» Problem requirements
Report how many lines in the data below hold "index", with no other words.

[Structured pose outputs]
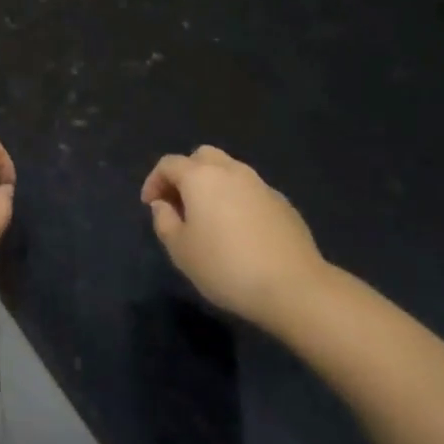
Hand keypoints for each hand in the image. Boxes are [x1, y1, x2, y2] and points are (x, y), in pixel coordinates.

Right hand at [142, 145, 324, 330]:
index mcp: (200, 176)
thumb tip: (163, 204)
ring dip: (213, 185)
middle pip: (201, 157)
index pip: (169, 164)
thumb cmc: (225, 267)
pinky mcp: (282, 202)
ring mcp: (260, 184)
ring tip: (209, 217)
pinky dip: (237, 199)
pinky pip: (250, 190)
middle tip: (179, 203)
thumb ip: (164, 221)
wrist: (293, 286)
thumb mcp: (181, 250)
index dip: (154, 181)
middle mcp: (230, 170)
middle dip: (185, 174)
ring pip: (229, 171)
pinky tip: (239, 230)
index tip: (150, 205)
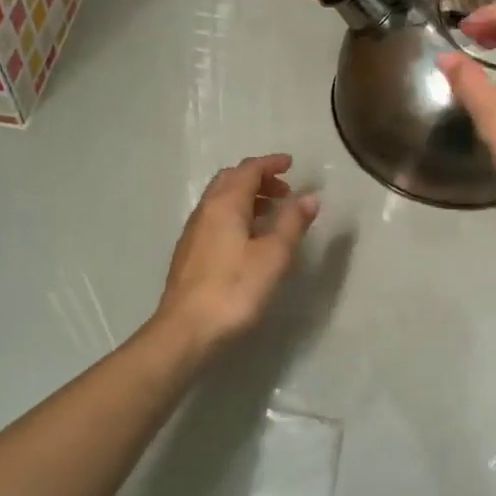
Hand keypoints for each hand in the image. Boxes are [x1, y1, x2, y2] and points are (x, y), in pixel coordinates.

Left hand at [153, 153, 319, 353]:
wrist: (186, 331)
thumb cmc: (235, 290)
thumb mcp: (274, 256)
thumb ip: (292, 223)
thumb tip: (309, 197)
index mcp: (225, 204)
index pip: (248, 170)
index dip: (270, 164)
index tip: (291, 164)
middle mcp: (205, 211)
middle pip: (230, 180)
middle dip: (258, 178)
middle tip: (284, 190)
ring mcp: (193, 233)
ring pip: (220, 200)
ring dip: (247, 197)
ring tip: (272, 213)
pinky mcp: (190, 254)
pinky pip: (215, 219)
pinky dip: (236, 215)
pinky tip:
==
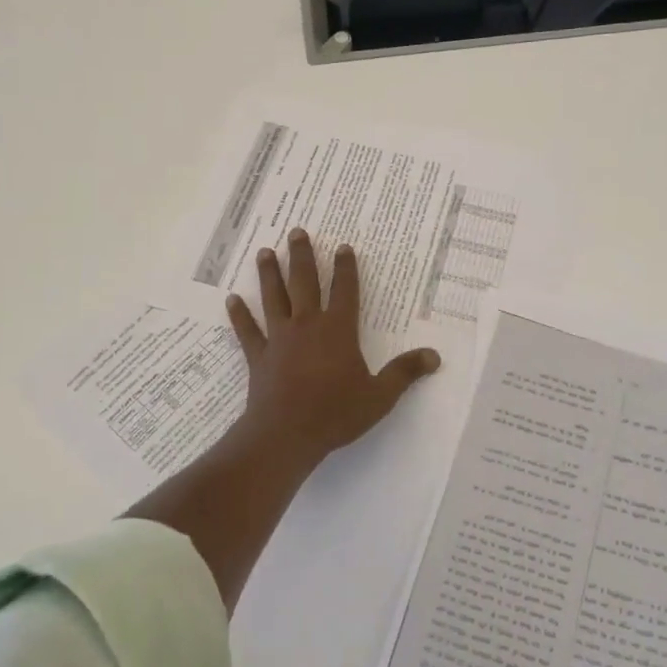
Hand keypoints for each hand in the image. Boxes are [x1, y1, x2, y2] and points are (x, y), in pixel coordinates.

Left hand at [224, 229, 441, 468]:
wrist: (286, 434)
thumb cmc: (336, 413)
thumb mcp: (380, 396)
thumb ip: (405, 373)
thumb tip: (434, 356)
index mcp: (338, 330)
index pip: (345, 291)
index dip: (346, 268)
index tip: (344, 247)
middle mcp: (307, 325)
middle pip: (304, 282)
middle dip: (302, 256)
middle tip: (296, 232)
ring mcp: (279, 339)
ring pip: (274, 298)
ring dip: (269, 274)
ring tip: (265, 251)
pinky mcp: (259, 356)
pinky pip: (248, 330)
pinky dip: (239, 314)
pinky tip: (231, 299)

» Answer to the problem
12